Elle ne prit pas la peine de me répondre et se mit à nager. D'abord légèrement inquiet, je finis par écarquiller les yeux. Sa brasse était parfaite et régulière. Elle avançait assez rapidement, et contrairement aux fois précédentes, elle ne sombra pas. Nom de Jupiter ! Il avait suffit qu'elle s'ordonne d'y arriver pour que cela fonctionne. Cette fille avait beaucoup trop de détermination, cela me plaisait. Je souris.
- Aaron ! Regarde ça ! C'est incroyable, je nage !
Un immense sourire éblouit son visage et ses yeux pétillèrent d'exaltation. Mon cœur s'affola tant j'étais heureux pour elle. Une goutte dégoulinait le long de sa mâchoire et ses cheveux, d'habitude si clairs, prenaient une teinte infiniment plus foncée à cause de l'eau. Elle était magnifique.

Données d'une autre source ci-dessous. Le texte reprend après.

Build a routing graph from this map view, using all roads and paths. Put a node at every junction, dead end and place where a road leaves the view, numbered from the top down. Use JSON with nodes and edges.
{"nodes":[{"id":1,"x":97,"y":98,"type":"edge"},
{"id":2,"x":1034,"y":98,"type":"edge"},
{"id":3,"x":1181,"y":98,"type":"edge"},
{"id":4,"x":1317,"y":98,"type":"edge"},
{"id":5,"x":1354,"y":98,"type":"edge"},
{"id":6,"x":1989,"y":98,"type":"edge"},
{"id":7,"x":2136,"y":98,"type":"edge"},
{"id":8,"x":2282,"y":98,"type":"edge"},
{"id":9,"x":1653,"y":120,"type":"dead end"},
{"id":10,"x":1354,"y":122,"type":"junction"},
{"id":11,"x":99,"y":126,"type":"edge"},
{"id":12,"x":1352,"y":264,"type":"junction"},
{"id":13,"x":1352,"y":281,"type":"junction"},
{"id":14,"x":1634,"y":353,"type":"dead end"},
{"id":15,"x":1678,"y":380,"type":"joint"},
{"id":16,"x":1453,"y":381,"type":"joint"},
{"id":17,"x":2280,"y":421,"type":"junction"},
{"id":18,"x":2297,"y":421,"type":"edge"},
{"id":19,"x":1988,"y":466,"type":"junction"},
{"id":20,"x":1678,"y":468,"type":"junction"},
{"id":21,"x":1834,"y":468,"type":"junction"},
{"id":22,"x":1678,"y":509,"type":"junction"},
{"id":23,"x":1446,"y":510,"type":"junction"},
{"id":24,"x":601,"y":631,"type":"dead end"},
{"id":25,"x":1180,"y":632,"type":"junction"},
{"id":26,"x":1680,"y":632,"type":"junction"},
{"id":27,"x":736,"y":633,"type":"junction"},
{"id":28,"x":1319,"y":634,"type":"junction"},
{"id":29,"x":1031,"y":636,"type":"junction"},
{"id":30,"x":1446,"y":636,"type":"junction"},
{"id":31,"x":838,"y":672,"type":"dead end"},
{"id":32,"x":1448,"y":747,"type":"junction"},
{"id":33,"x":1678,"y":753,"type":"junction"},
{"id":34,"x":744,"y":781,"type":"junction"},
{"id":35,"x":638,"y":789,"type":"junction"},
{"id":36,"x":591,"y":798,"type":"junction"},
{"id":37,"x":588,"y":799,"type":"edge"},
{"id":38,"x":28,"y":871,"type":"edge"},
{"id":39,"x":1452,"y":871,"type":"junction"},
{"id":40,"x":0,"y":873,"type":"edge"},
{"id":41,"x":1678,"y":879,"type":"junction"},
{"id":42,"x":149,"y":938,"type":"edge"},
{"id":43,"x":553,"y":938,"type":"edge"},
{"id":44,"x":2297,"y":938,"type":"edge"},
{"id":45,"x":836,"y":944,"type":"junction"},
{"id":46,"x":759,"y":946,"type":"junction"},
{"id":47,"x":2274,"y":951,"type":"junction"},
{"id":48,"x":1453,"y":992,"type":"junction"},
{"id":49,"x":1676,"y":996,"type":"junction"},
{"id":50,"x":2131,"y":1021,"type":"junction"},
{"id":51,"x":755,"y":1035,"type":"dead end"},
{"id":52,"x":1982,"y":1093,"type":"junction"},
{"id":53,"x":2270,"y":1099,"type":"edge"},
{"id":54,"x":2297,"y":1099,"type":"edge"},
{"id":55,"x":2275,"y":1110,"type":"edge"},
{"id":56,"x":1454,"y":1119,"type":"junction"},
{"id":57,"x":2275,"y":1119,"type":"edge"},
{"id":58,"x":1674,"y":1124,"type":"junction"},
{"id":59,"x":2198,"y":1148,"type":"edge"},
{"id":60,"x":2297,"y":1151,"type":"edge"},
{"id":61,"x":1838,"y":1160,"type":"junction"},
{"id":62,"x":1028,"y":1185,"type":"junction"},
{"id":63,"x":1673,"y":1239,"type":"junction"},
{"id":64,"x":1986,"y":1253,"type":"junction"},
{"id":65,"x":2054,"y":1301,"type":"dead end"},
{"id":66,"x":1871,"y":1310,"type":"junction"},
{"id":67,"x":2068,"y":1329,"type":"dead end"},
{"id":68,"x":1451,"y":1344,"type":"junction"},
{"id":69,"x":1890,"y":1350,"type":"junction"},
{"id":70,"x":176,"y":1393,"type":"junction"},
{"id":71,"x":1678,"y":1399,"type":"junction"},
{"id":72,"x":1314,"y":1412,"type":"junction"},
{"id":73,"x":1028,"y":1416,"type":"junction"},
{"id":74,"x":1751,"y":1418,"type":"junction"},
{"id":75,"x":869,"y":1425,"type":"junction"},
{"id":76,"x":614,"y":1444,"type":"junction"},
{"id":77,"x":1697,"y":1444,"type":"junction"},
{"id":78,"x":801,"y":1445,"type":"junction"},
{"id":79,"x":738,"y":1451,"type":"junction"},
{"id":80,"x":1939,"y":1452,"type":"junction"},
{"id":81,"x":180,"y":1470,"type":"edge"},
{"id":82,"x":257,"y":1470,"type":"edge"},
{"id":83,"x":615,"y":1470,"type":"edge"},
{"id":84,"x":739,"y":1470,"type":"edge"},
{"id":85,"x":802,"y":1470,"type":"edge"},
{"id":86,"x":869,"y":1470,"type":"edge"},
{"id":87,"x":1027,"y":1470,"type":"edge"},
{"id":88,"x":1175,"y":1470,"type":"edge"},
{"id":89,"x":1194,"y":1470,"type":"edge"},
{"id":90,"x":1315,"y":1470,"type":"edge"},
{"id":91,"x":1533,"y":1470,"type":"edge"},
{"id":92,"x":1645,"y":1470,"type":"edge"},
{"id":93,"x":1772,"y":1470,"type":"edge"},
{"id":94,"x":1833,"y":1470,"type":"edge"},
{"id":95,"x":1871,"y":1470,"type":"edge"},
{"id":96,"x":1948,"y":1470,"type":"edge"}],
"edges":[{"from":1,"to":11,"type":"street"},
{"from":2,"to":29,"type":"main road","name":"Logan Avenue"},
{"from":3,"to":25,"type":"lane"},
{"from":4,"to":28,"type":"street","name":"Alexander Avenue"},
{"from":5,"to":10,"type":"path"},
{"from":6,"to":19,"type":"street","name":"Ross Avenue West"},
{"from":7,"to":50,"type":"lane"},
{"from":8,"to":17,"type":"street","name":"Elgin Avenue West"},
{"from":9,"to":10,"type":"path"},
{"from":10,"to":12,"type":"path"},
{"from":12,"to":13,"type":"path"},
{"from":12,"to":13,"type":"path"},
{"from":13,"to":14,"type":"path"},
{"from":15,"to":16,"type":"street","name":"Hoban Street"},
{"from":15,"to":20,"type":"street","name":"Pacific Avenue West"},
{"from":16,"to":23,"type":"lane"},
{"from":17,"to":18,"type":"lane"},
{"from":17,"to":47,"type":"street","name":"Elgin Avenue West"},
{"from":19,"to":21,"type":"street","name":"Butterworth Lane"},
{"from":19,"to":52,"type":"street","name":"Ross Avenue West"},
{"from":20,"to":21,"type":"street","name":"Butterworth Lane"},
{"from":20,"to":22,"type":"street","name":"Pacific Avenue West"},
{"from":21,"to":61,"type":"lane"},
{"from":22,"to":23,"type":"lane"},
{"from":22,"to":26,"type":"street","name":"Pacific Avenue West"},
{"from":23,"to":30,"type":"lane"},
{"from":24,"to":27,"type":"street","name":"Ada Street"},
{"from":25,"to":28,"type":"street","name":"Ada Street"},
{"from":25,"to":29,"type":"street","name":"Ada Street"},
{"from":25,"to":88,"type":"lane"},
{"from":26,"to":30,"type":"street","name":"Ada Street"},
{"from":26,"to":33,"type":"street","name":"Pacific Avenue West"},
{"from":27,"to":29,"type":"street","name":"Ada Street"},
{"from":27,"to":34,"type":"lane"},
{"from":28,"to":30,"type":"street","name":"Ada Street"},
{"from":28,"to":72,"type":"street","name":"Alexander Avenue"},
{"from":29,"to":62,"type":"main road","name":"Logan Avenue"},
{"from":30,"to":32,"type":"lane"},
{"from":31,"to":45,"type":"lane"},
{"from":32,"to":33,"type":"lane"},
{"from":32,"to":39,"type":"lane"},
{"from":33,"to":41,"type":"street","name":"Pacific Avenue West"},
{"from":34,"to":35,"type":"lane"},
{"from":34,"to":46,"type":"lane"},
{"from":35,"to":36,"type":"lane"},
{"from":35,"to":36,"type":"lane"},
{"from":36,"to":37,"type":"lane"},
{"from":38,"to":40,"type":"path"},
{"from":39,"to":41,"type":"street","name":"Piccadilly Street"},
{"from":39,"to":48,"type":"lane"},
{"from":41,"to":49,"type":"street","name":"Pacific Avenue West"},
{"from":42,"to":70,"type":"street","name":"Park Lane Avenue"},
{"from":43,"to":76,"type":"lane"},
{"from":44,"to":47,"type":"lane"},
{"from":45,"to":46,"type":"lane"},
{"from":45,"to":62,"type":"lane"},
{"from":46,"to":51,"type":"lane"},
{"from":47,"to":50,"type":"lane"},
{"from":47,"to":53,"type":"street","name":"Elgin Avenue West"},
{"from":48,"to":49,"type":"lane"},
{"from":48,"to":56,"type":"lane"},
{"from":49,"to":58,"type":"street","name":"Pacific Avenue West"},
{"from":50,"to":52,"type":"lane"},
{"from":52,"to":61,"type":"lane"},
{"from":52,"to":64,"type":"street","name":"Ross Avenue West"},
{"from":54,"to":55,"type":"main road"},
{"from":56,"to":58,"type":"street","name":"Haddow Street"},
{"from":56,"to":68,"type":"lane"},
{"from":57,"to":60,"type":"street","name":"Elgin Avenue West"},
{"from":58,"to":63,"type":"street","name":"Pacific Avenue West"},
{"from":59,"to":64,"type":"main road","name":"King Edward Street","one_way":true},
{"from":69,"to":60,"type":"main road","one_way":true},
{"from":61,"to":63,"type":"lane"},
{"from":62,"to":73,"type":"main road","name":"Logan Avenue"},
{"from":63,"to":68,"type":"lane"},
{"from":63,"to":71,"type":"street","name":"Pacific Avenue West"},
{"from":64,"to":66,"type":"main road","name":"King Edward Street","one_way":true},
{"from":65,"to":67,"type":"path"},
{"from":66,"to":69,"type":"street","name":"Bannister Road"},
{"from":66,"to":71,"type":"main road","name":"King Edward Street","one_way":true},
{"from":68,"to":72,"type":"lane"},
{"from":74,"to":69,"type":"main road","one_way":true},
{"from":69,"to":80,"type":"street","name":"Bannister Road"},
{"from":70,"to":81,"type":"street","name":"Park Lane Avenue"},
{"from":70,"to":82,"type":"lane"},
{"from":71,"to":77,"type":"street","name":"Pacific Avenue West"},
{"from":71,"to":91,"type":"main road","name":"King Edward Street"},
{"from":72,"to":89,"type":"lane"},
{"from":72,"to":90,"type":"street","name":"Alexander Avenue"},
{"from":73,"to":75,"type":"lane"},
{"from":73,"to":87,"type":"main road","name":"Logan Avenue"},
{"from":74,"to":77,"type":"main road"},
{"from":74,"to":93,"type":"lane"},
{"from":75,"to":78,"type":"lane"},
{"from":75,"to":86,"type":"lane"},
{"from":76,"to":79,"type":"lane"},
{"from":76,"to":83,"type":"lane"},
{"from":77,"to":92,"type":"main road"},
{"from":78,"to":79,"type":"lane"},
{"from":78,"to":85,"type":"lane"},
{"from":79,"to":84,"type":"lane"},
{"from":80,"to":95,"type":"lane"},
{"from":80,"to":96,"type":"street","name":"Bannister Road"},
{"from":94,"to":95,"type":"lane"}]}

Elle finit par s'éloigner un peu trop du rivage à mon goût, aussi, je partis la rejoindre. Je nageais rapidement et la rattrapais.
- Tu t'es très bien débrouillée, soufflai-je à son oreille.
Elle hocha la tête, ses yeux verts analysant les miens. Elle était fière d'elle.
- Il vaut mieux retourner sur la plage. Tu risques d'être fatiguée.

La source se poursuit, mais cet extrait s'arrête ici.